We’ve now updated the Pixel Perfect Precision Handbook to version 2 – visit this blog post to download and read all about it.
We’re excited to announce there’s a new version of the PPP™ Handbook available to download! Over the past few months we’ve updated it with a new chapter as well as more advice:
- Accessibility – a whole new chapter dedicated to making your designs accessible for colour blind users.
- Adobe CS6 – updated advice for the new suite of software released.
- More pixel tips and tricks – we’ve added pages to some of the sections, including Text Length, Aligning Text on Buttons, Leading, Locked Layers, and Reducing Photoshop File Sizes.
- Custom fonts – a big one for us, we can now use our brand FS Me typeface in the iBook instead of Helvetica – looks so much better!
Download it now…
- iBook iPad Download (18mb)
- iBook Desktop Download (17mb)
- PDF Download (17mb)
- Extras (Scripts, Resources etc., 8mb)
And of course be sure to follow @pppustwo on Twitter for all the latest pixel news and advice!
Working with Apple iBooks Author
It’s hard to believe that it’s been a year since 1.0 and to reminisce, we wanted to share with you some of our experiences working with the Apple iBooks format.
We were incredibly excited when Apple released iBook Author, and having seen the impressive demos were keen to find a project to test it out on. At the time the PPP™ Handbook was receiving a refresh so it was very much in the forefront of our minds; that coupled with the fact that PDF seemed like such an oxymoron in terms of its distribution (PDF images are hardly pixel-perfect!) was enough to persuade us that iBooks, paired with the iPad, were the perfect viewing tool.
But we faced one major challenge: the current design was based on a widescreen (16:9) format, and the iBook was a more traditional 4:3; the former with a four column grid and the latter realistically only able to fit three columns. For some pages this wouldn’t be a problem, but in some cases all four columns were used when presenting an idea.
However, having seen the presentation of the software we knew we had some super-duper whizzbang interactive tools to play with now! No longer constrained to static designs we jumped headfirst into these new features. With the help of then-Lead Intern™ Daniel we came up with a range of solutions for how to fit four columns into three using some of the built-in iBooks Author widgets*, which mostly revolved around trying to make the images interactive.
One of the options tried was to use the zoom tool.
We also tried a couple of versions using swipe gestures to flick between images.
However after trying out these ideas, and testing them round the studio, we realised that we were trying to force interactivity where it didn’t necessarily belong! Our fixation on introducing “cool” features had led us down the wrong path entirely: our users couldn’t work out how to view the content on the page. With the knowledge that this direction just wasn’t going to work we started to be more creative with the layout itself, and when one proposal appeared showing the text at the bottom of the page, and more importantly three free columns above for images, we knew that we had the money shot.

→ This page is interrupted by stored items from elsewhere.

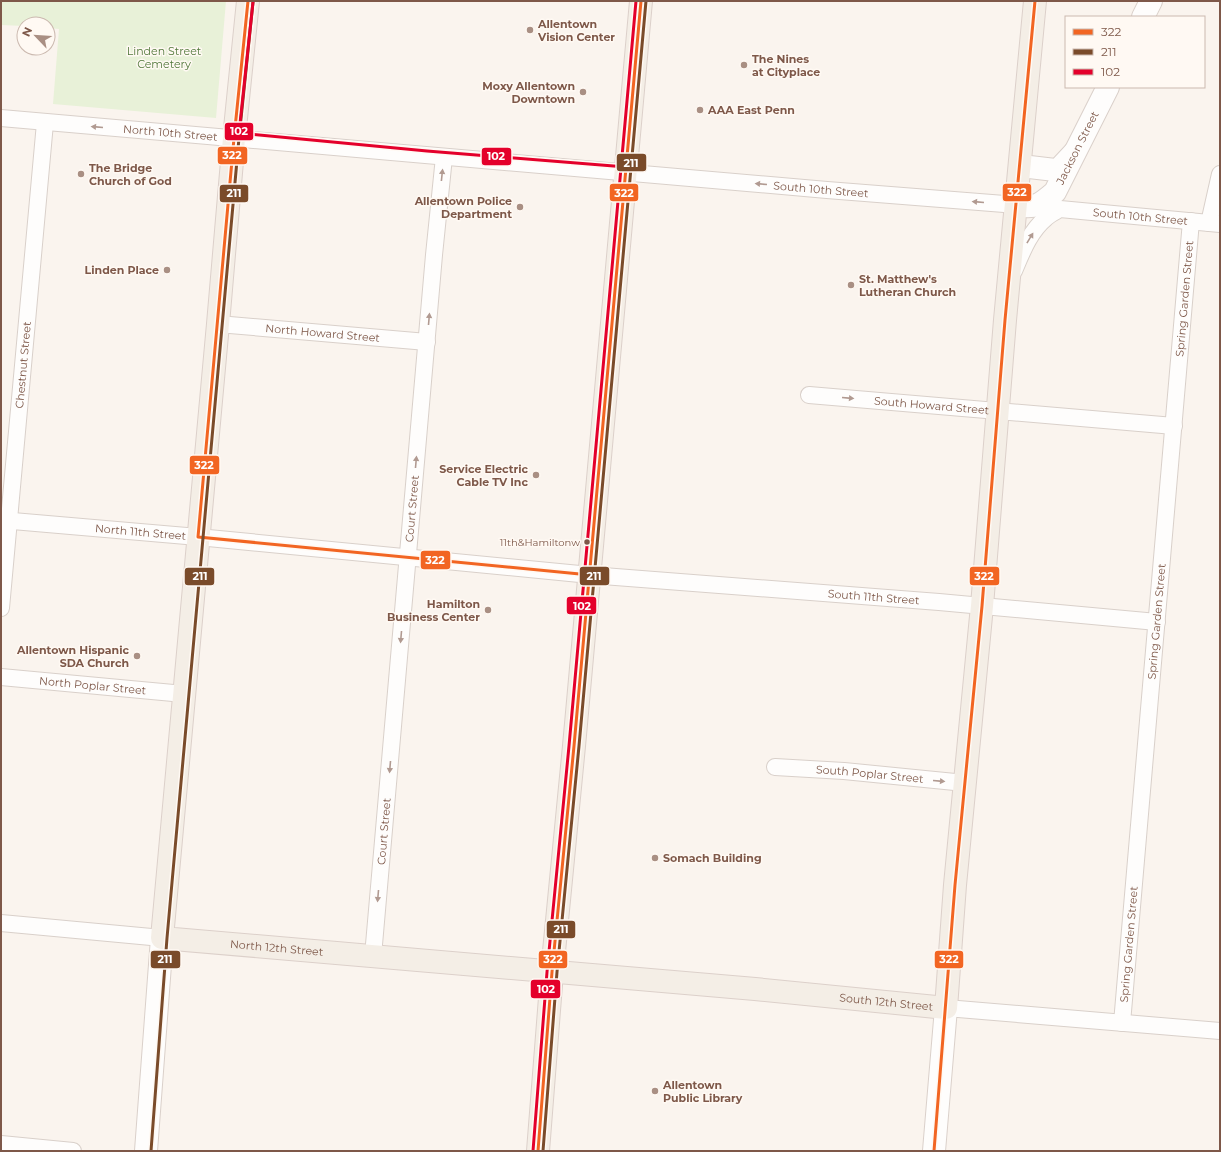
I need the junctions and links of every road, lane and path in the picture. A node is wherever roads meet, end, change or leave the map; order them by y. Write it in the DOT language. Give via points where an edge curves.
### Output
graph roads {
  1 [pos="248,1"];
  2 [pos="641,1"];
  3 [pos="1035,1"];
  4 [pos="1151,1"];
  5 [pos="1144,16"];
  6 [pos="1108,88"];
  7 [pos="1,118"];
  8 [pos="45,122"];
  9 [pos="234,138"];
  10 [pos="1077,150"];
  11 [pos="444,157"];
  12 [pos="1020,166"];
  13 [pos="626,172"];
  14 [pos="1220,174"];
  15 [pos="1058,201"];
  16 [pos="1017,205"];
  17 [pos="1191,221"];
  18 [pos="1214,223"];
  19 [pos="1008,286"];
  20 [pos="218,324"];
  21 [pos="427,342"];
  22 [pos="809,395"];
  23 [pos="997,411"];
  24 [pos="1174,426"];
  25 [pos="5,521"];
  26 [pos="198,537"];
  27 [pos="408,557"];
  28 [pos="590,575"];
  29 [pos="982,606"];
  30 [pos="1,608"];
  31 [pos="1157,622"];
  32 [pos="1,678"];
  33 [pos="184,694"];
  34 [pos="775,767"];
  35 [pos="965,783"];
  36 [pos="1,923"];
  37 [pos="162,938"];
  38 [pos="373,956"];
  39 [pos="552,972"];
  40 [pos="946,1008"];
  41 [pos="1122,1023"];
  42 [pos="1220,1031"];
  43 [pos="1,1144"];
  44 [pos="72,1151"];
  45 [pos="146,1151"];
  46 [pos="538,1151"];
  47 [pos="934,1151"];
  1 -- 9 [label="main road"];
  2 -- 13 [label="main road"];
  3 -- 12 [label="main road"];
  4 -- 5 [label="street"];
  6 -- 10 [label="street, Jackson Street"];
  7 -- 8 [label="street, North 10th Street"];
  9 -- 8 [label="street, North 10th Street, one-way"];
  8 -- 25 [label="street, Chestnut Street"];
  9 -- 11 [label="street, North 10th Street"];
  9 -- 20 [label="main road"];
  10 -- 12 [label="street" via="1060,168 1054,170"];
  10 -- 15 [label="street, Jackson Street"];
  11 -- 13 [label="street, North 10th Street"];
  21 -- 11 [label="street, Court Street, one-way"];
  12 -- 16 [label="main road"];
  16 -- 13 [label="street, South 10th Street, one-way"];
  13 -- 28 [label="main road"];
  14 -- 18 [label="street"];
  15 -- 16 [label="street, Jackson Street" via="1032,207"];
  15 -- 17 [label="street, South 10th Street"];
  19 -- 15 [label="street, one-way" via="1024,248"];
  16 -- 19 [label="main road"];
  17 -- 18 [label="street, South 10th Street"];
  17 -- 24 [label="street, Spring Garden Street"];
  19 -- 23 [label="main road"];
  20 -- 21 [label="street, North Howard Street"];
  20 -- 26 [label="main road"];
  27 -- 21 [label="street, Court Street, one-way"];
  22 -- 23 [label="street, South Howard Street, one-way"];
  23 -- 24 [label="street, South Howard Street"];
  23 -- 29 [label="main road"];
  24 -- 31 [label="street, Spring Garden Street"];
  25 -- 26 [label="street, North 11th Street"];
  25 -- 30 [label="street, Chestnut Street"];
  26 -- 27 [label="street, North 11th Street"];
  26 -- 33 [label="main road"];
  27 -- 28 [label="street, North 11th Street"];
  27 -- 38 [label="street, Court Street, one-way"];
  28 -- 29 [label="street, South 11th Street"];
  28 -- 39 [label="main road"];
  29 -- 31 [label="street, South 11th Street"];
  29 -- 35 [label="main road"];
  31 -- 41 [label="street, Spring Garden Street"];
  32 -- 33 [label="street, North Poplar Street"];
  33 -- 37 [label="main road"];
  34 -- 35 [label="street, South Poplar Street, one-way"];
  35 -- 40 [label="main road"];
  36 -- 37 [label="street, North 12th Street"];
  37 -- 38 [label="main road, North 12th Street"];
  37 -- 45 [label="street"];
  38 -- 39 [label="main road, North 12th Street"];
  39 -- 40 [label="main road, South 12th Street"];
  39 -- 46 [label="main road"];
  40 -- 41 [label="street, South 12th Street"];
  40 -- 47 [label="street"];
  41 -- 42 [label="street, South 12th Street"];
  43 -- 44 [label="street"];
}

So the moral of this story, as you may have already guessed, is: just because you can, doesn’t mean you should! iBooks Author contains some fun little interactive tools, but they should come with a warning label that reads “Only deploy when it actually benefits the user!”.
*As an aside, we found these default widgets to be quite limiting in terms of styling; there wasn’t much you could do with them outside of what iBooks Author dictates. If you want full customisation it’s better to create your own HTML5 widgets using a tool such as Tumult Hype.